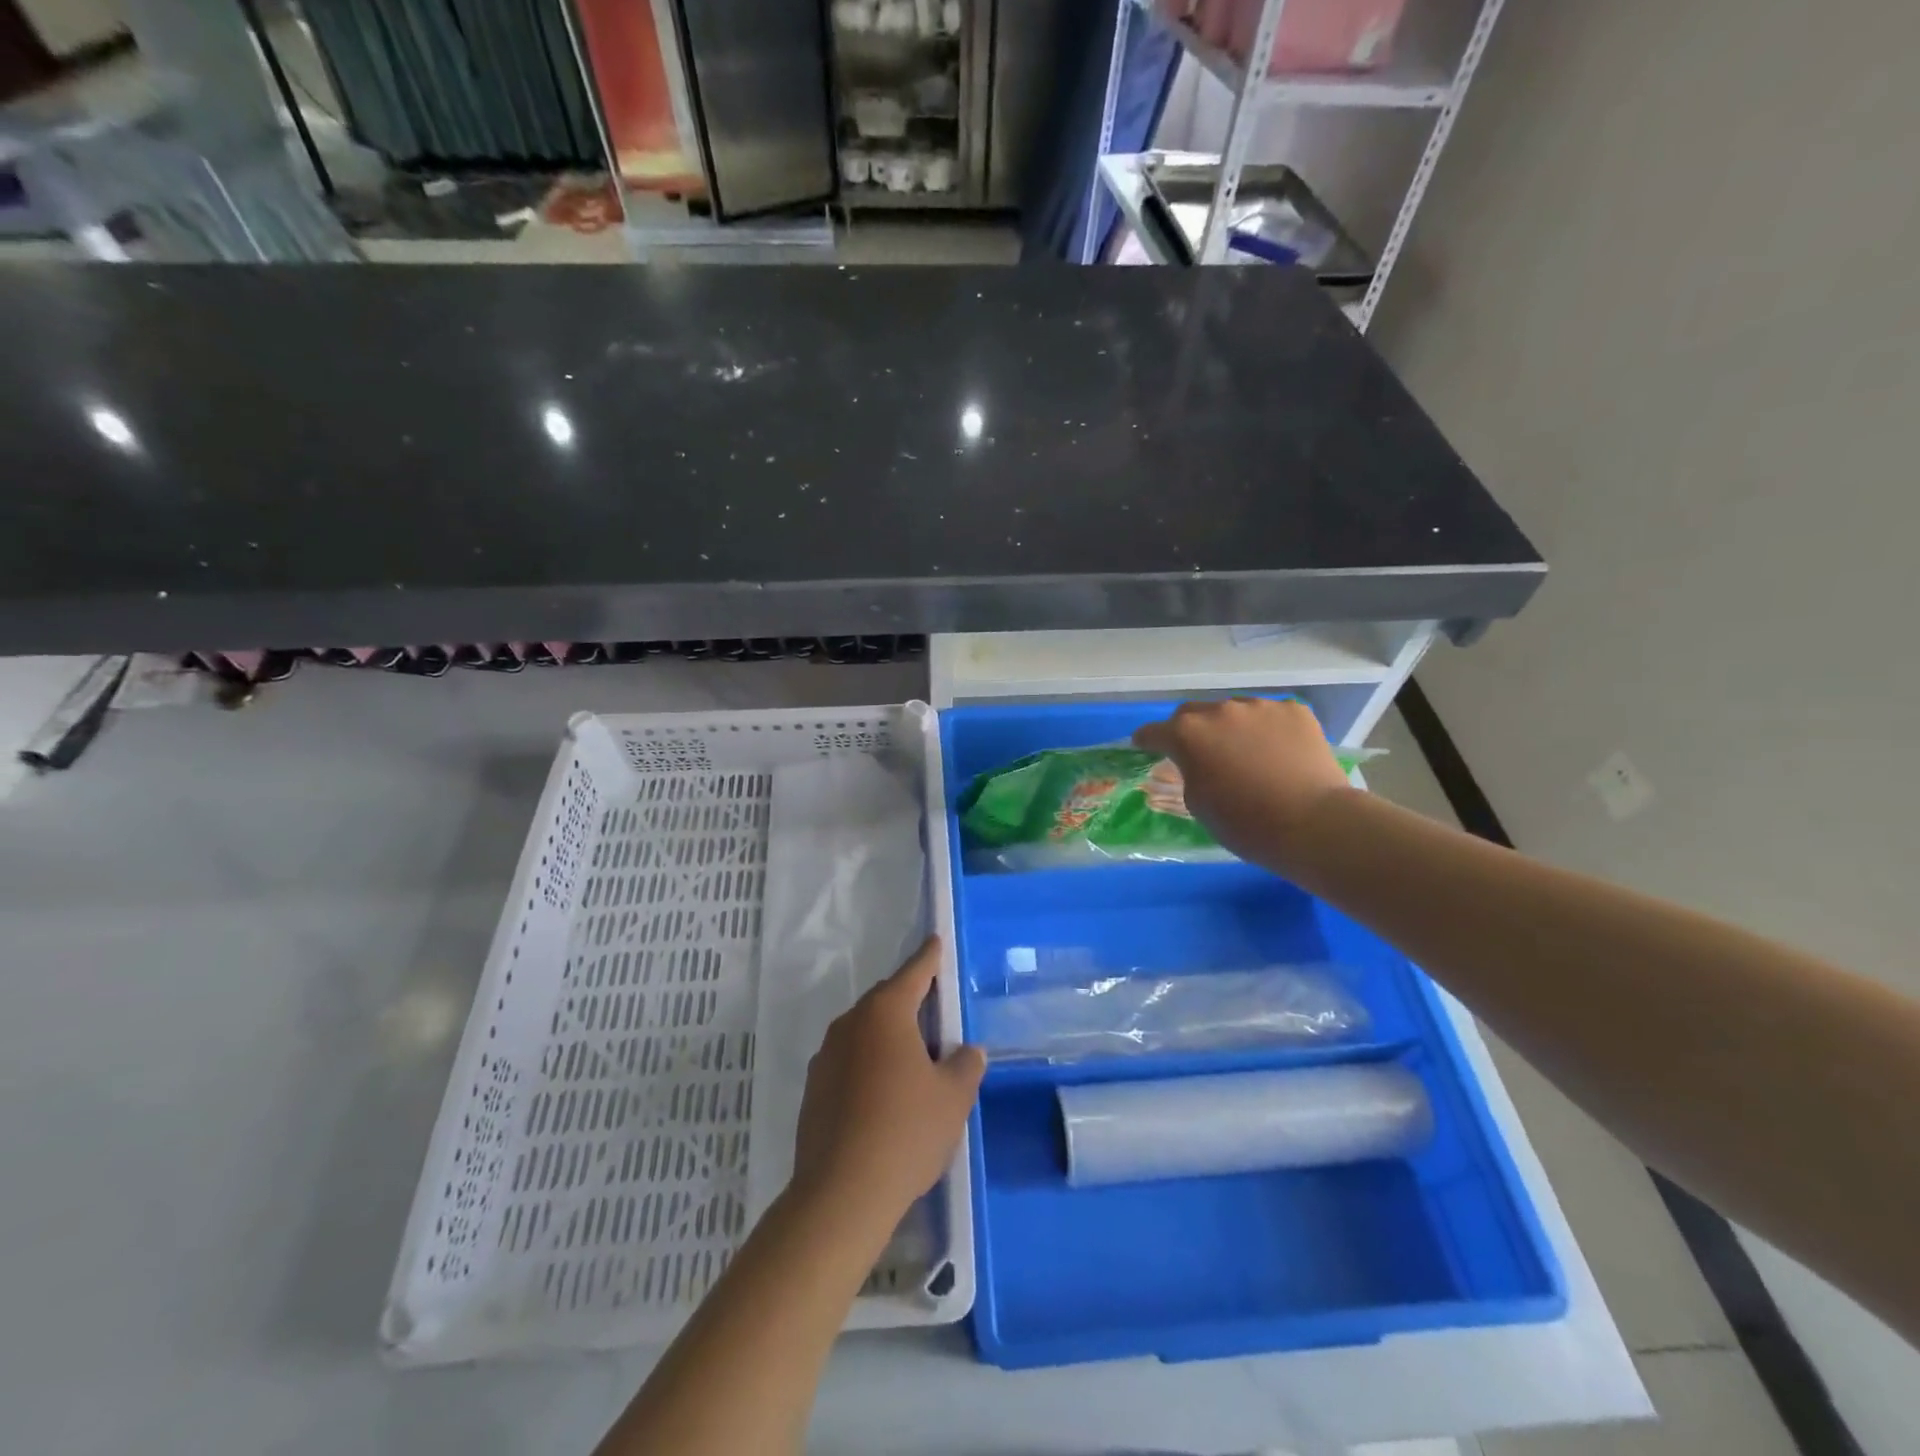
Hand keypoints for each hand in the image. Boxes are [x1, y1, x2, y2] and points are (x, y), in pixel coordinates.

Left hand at [791, 937, 984, 1234]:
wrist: (842, 1193)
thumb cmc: (906, 1132)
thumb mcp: (953, 1098)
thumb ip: (965, 1066)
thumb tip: (966, 1052)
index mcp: (885, 1014)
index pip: (913, 973)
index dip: (929, 958)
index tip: (935, 942)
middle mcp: (850, 1024)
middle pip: (886, 1001)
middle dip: (910, 1002)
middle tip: (935, 1017)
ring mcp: (826, 1056)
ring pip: (865, 1033)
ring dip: (888, 1038)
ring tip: (913, 1065)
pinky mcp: (813, 1089)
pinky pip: (849, 1062)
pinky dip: (869, 1066)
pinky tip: (884, 1098)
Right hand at [1133, 698, 1355, 873]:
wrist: (1313, 823)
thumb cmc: (1245, 823)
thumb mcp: (1198, 803)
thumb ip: (1188, 772)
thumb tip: (1195, 762)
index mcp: (1188, 734)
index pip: (1154, 732)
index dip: (1147, 740)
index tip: (1144, 746)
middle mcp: (1220, 711)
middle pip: (1193, 713)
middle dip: (1189, 730)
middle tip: (1198, 752)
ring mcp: (1260, 706)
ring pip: (1234, 711)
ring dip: (1231, 728)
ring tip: (1245, 753)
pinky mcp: (1295, 710)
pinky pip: (1270, 716)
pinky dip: (1267, 730)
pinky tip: (1278, 753)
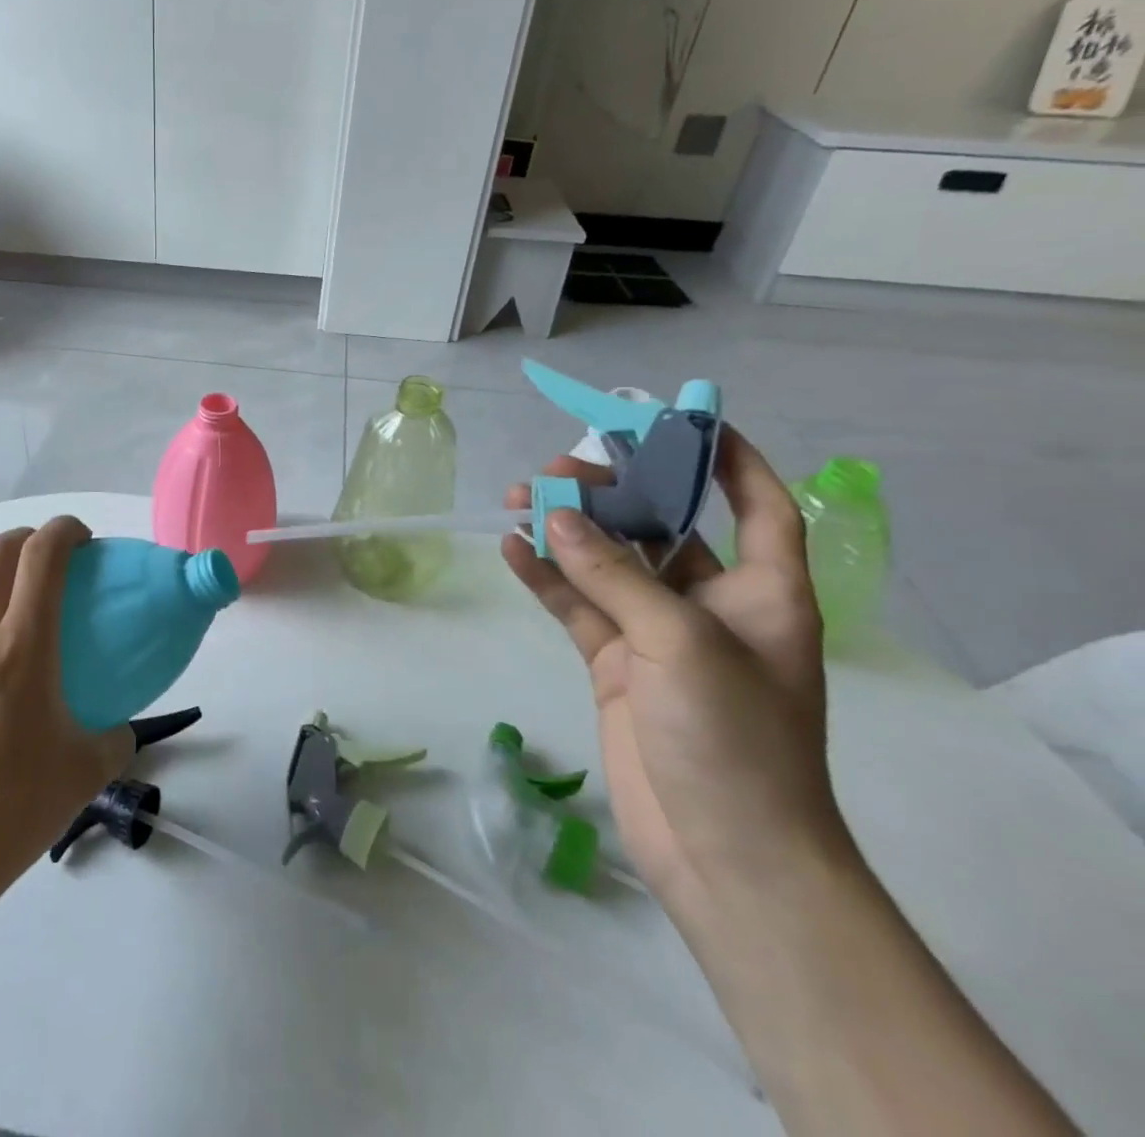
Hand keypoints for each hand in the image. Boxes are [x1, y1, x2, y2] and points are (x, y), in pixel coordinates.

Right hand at [501, 429, 849, 929]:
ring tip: (516, 499)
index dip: (730, 459)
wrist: (723, 853)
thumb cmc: (733, 739)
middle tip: (556, 468)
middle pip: (662, 527)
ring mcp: (656, 635)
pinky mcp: (614, 664)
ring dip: (565, 532)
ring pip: (606, 563)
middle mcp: (710, 604)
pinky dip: (545, 577)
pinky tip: (511, 548)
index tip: (683, 419)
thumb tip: (556, 515)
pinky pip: (576, 605)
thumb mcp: (680, 643)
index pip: (759, 506)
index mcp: (762, 592)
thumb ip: (614, 575)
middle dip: (613, 493)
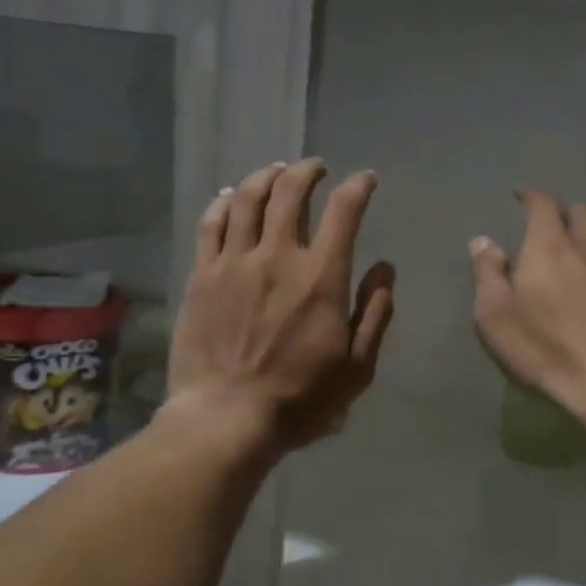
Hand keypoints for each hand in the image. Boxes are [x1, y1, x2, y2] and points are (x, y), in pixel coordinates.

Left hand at [168, 158, 395, 452]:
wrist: (227, 417)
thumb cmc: (300, 398)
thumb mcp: (357, 367)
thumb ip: (375, 314)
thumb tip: (385, 270)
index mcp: (321, 277)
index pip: (344, 211)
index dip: (359, 187)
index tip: (366, 180)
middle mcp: (277, 256)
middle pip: (291, 192)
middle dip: (308, 171)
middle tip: (316, 168)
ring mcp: (233, 263)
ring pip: (247, 199)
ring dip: (265, 176)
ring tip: (276, 171)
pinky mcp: (201, 276)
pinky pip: (210, 224)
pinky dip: (223, 202)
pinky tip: (230, 196)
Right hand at [469, 190, 585, 419]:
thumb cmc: (546, 348)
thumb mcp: (496, 316)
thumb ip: (487, 274)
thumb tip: (483, 241)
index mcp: (549, 246)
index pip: (543, 204)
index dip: (531, 196)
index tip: (521, 196)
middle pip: (583, 211)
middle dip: (564, 212)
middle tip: (549, 228)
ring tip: (577, 252)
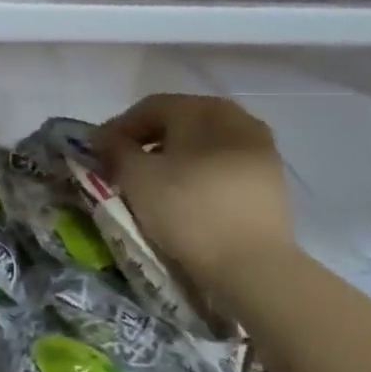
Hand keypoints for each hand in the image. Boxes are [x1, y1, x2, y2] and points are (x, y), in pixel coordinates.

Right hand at [94, 94, 295, 287]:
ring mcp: (260, 147)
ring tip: (152, 182)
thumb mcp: (136, 177)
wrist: (251, 264)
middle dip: (147, 140)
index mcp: (203, 109)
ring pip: (203, 142)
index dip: (119, 127)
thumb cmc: (186, 210)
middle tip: (123, 165)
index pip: (150, 107)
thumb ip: (115, 149)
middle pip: (179, 120)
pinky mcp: (271, 178)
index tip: (99, 153)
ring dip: (173, 156)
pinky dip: (199, 170)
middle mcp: (236, 118)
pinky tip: (184, 194)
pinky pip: (223, 162)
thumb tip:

....

> [What is needed]:
Reproduce exactly the lines above starting at the line containing "middle pip: (1193, 713)" and ending at the line containing "index mcp: (762, 592)", including both, but not the pictures.

> [Exercise solution]:
middle pip: (1193, 713)
middle dip: (1189, 730)
middle tip: (1198, 752)
ring mcp: (1260, 706)
ring pip: (1234, 711)
ring dip: (1231, 728)
ring tip: (1245, 753)
pinky mcp: (1295, 710)
pinky pip: (1270, 716)
pinky dip: (1267, 730)
pinky tip: (1278, 753)
Hand keypoints for each hand in the image. Boxes are [x1, y1, x2, y2] and points are (x, y), in pixel coordinates.

Right hand at [501, 429, 849, 929]:
ring tip: (516, 499)
index dip: (730, 459)
wrist: (723, 853)
thumb cmc: (733, 739)
middle tip: (556, 468)
middle pip: (662, 527)
ring mcp: (656, 635)
pinky mcp: (614, 664)
ring dip: (565, 532)
ring pip: (606, 563)
middle mcp: (710, 604)
pinky dip: (545, 577)
pinky tip: (511, 548)
index tip: (683, 419)
thumb tip: (556, 515)
pinky pip: (576, 605)
thumb mcp: (680, 643)
index pip: (759, 506)
index mcp: (762, 592)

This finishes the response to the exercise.